Climate change is not gender neutral; it is sexist. This was the message when SIWI’s focal point for gender, Sarah Breslin, spoke in a session during the climate meeting COP26 in Glasgow. She also outlined what more equal policies could look like.

Sarah Breslin, outgoing focal point for gender at SIWI, spoke in the session Reinforcing climate resilience through integrated climate solutions on Wednesday 10 November as part the SIWI-led Water Pavilion’s day on Disaster Risk Reduction:

“Even though climate change adaptation measures are based on hard science, they are not neutral. Because the effects of climate change are not neutral. As was said in the COP26 Presidency event yesterday – climate change is not gender neutral, climate change is sexist,” Breslin said.

She mentioned conservation of nature as one example of how adaptation measures can impact men and women differently. Restoring wetlands is important for carbon storage and as a protection against flooding, “But what if that specific land was the safest route for women in the area to get to fetch water or relieve themselves? Does this mean that they will have to take a longer route, or even worse, an unsafe route, putting them at higher risk of violence?”

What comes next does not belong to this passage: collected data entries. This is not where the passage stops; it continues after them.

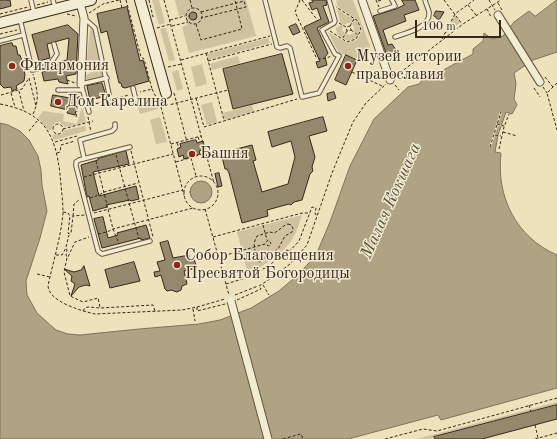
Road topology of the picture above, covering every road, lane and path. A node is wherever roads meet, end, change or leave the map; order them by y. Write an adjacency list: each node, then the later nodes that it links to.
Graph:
1 (31, 0): 34 (lane)
2 (91, 0): 23 (main road)
3 (119, 0): 28 (path); 37 (path)
4 (126, 0): 85 (path)
5 (140, 0): 94 (main road)
6 (164, 0): 42 (path)
7 (190, 0): 8 (path); 29 (path)
8 (192, 0)
9 (235, 0): 24 (path)
10 (265, 0): 58 (lane)
11 (301, 0): 44 (path); 68 (path)
12 (362, 0): 78 (street)
13 (382, 0): 20 (path)
14 (392, 0): 32 (lane)
15 (425, 0): 61 (lane)
16 (444, 0): 35 (path)
17 (474, 0): 25 (path)
18 (489, 0): 26 (path)
19 (501, 0): 22 (path)
20 (377, 1): 32 (path)
21 (330, 2): 41 (path); 45 (lane)
22 (497, 2): 26 (path); 39 (path)
23 (80, 3): 27 (main road); 37 (street)
24 (235, 3): 30 (path); 30 (path); 33 (path)
25 (468, 4): 35 (path); 36 (path)
26 (492, 5): 31 (path)
27 (57, 8): 34 (main road); 37 (path)
28 (122, 8)
29 (192, 8): 33 (path); 38 (path)
30 (237, 9): 40 (path); 48 (path)
31 (486, 9): 36 (path); 39 (path)
32 (380, 11)
33 (201, 12): 40 (path)
34 (34, 14): 43 (main road)
35 (455, 14): 49 (path); 63 (path)
36 (476, 15): 49 (path)
37 (83, 16): 75 (lane); 80 (street)
38 (186, 16): 42 (path); 46 (path)
39 (499, 16): 76 (street)
40 (201, 18): 48 (path)
41 (354, 19): 51 (path); 60 (path)
42 (170, 20): 50 (path)
43 (20, 21): 47 (main road); 57 (path); 59 (lane)
44 (318, 21)
45 (335, 21): 53 (lane); 54 (path)
46 (188, 22): 48 (path); 50 (path)
47 (0, 23)
48 (196, 24)
49 (463, 24): 63 (path)
50 (171, 25): 52 (path); 69 (path)
51 (350, 26): 54 (path); 55 (path)
52 (156, 28)
53 (325, 28): 62 (path); 68 (lane)
54 (346, 28): 56 (path)
55 (351, 30): 56 (path); 60 (path)
56 (347, 31): 62 (path)
57 (0, 34)
58 (274, 34): 65 (lane); 67 (path)
59 (23, 35): 64 (lane); 73 (lane)
60 (358, 35): 62 (path)
61 (395, 37)
62 (343, 39)
63 (442, 39): 78 (path)
64 (0, 41)
65 (276, 43): 70 (path); 98 (lane)
66 (54, 44): 73 (lane)
67 (205, 53): 69 (path); 70 (path)
68 (335, 54): 98 (lane)
69 (181, 60): 71 (path)
70 (208, 61): 92 (path)
71 (182, 64): 72 (path); 101 (path)
72 (167, 68)
73 (32, 70): 105 (path)
74 (352, 72): 81 (path)
75 (107, 78): 80 (lane); 96 (lane)
76 (543, 79): 82 (path)
77 (67, 80): 80 (path)
78 (390, 80): 81 (path); 89 (path)
79 (557, 84): 82 (path)
80 (80, 87): 87 (lane); 104 (lane); 114 (path)
81 (383, 87): 177 (path)
82 (553, 87): 95 (path)
83 (133, 88): 93 (lane)
84 (534, 88): 99 (path)
85 (152, 89): 93 (path); 106 (path)
86 (19, 90): 91 (path); 105 (path); 109 (path)
87 (58, 90)
88 (228, 90): 92 (path)
89 (399, 90)
90 (545, 90): 95 (path)
91 (11, 92): 97 (path); 107 (path)
92 (216, 92): 100 (path); 117 (path)
93 (135, 93): 102 (lane); 104 (path)
94 (166, 93)
95 (547, 93): 122 (path)
96 (109, 94)
97 (1, 95)
98 (302, 97): 117 (path)
99 (540, 97)
100 (196, 98): 101 (path); 117 (path)
101 (191, 99): 106 (path); 130 (path)
102 (136, 100)
103 (0, 104): 107 (path)
104 (87, 106): 110 (lane)
105 (36, 107): 113 (path)
106 (161, 107): 139 (path)
107 (15, 108): 109 (path)
108 (178, 108): 134 (path)
109 (24, 111): 113 (path)
110 (89, 112)
111 (501, 112): 119 (path)
112 (509, 114): 120 (path)
113 (32, 115): 115 (path)
114 (76, 117)
115 (38, 120): 123 (path); 126 (path)
116 (93, 121): 121 (path)
117 (224, 121)
118 (115, 124): 133 (lane)
119 (497, 124): 120 (path); 127 (path)
120 (504, 126): 125 (path)
121 (63, 129): 124 (path); 124 (path)
122 (557, 130)
123 (29, 131)
124 (54, 131): 126 (path)
125 (503, 132): 131 (path); 132 (path)
126 (50, 134): 135 (path)
127 (494, 134): 131 (path); 141 (path)
128 (76, 136): 135 (path)
129 (198, 136): 130 (path); 134 (path); 138 (path)
130 (201, 136): 147 (path)
131 (501, 136): 143 (path)
132 (517, 136)
133 (80, 140): 146 (path); 153 (lane)
134 (186, 140): 136 (path); 137 (path)
135 (54, 142): 146 (path)
136 (177, 142): 139 (path); 142 (path)
137 (187, 142)
138 (200, 142)
139 (170, 144): 148 (path)
140 (130, 147): 145 (lane); 156 (path)
141 (490, 147)
142 (179, 148)
143 (499, 149)
144 (202, 150): 149 (path)
145 (115, 151): 150 (lane); 157 (path)
146 (57, 153): 173 (path)
147 (206, 153): 149 (path); 162 (path)
148 (173, 154): 155 (path); 156 (path)
149 (203, 154): 152 (path)
150 (95, 156): 153 (lane); 158 (path)
151 (181, 156): 154 (path)
152 (191, 157): 154 (path); 159 (path)
153 (84, 158): 160 (lane)
154 (182, 160): 155 (path)
155 (175, 162): 164 (path)
156 (134, 164): 157 (path); 161 (path)
157 (120, 168): 158 (path); 163 (path)
158 (99, 173): 160 (path); 165 (path)
159 (196, 176): 162 (path); 166 (path)
160 (79, 178): 167 (lane)
161 (139, 183): 163 (path); 168 (path)
162 (214, 183): 172 (path)
163 (125, 186): 165 (path); 169 (path)
164 (182, 190): 166 (path); 168 (path)
165 (104, 192): 167 (path); 171 (path)
166 (184, 195): 170 (path)
167 (85, 199): 175 (lane); 176 (path)
168 (143, 200): 169 (path); 178 (path)
169 (129, 204): 171 (path); 179 (path)
170 (193, 208): 172 (path); 178 (path)
171 (108, 209): 175 (path); 181 (path)
172 (205, 209): 185 (path)
173 (63, 212): 182 (path); 194 (path)
174 (310, 213): 177 (path); 185 (path); 193 (path)
175 (88, 214): 176 (path); 184 (lane)
176 (73, 216): 182 (path)
177 (318, 216): 197 (path)
178 (148, 219): 179 (path); 187 (path)
179 (134, 223): 181 (path); 188 (path)
180 (263, 225): 183 (path)
181 (113, 229): 184 (path); 192 (path)
182 (69, 234): 191 (path)
183 (266, 234): 186 (path); 190 (path); 190 (path)
184 (94, 235): 192 (lane); 195 (path)
185 (213, 237): 196 (path)
186 (268, 240): 189 (path); 189 (path)
187 (150, 241): 188 (lane)
188 (140, 244): 192 (lane)
189 (265, 244): 190 (path)
190 (255, 247): 196 (path)
191 (66, 248): 194 (path); 195 (path)
192 (120, 249)
193 (290, 252): 197 (path); 200 (path)
194 (55, 255): 199 (path)
195 (67, 257): 208 (path)
196 (219, 257): 200 (path)
197 (294, 260): 201 (path)
198 (37, 274): 199 (path)
199 (50, 277): 210 (path)
200 (226, 284): 205 (path)
201 (262, 284): 202 (path); 204 (path)
202 (259, 286): 203 (path); 205 (path)
203 (248, 291)
204 (268, 295)
205 (230, 302): 207 (path); 220 (street, bridge)
206 (214, 303): 207 (path)
207 (197, 307): 209 (path)
208 (100, 308): 210 (path); 211 (path)
209 (192, 308): 211 (path); 212 (path)
210 (83, 312): 211 (path)
211 (155, 312)
212 (195, 321)
213 (557, 398): 214 (path)
214 (529, 405): 215 (path); 218 (path)
215 (531, 412)
216 (535, 425): 219 (path)
217 (557, 433): 219 (path)
218 (401, 435): 223 (path); 224 (path)
219 (538, 438): 225 (path)
220 (268, 439)
221 (284, 439): 222 (path)
222 (303, 439)
223 (385, 439)
224 (402, 439)
225 (535, 439)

To prevent this, Sarah Breslin emphasized the need for decision-makers to speak with all affected stakeholders. Involving women in decision-making is also the key to achieve important transformations, including adapting our agricultural systems where female small-scale farmers play a crucial role. In South Asia, 60 per cent of the women work in agriculture but compared with male farmers they have fewer legal titles to the land they farm and less access to information. “If we want to make these food systems climate resilient, we need to consider the needs, knowledge and capacities of these women,” Breslin emphasized.

“Even though climate change adaptation measures are based on hard science, they are not neutral. Because the effects of climate change are not neutral.”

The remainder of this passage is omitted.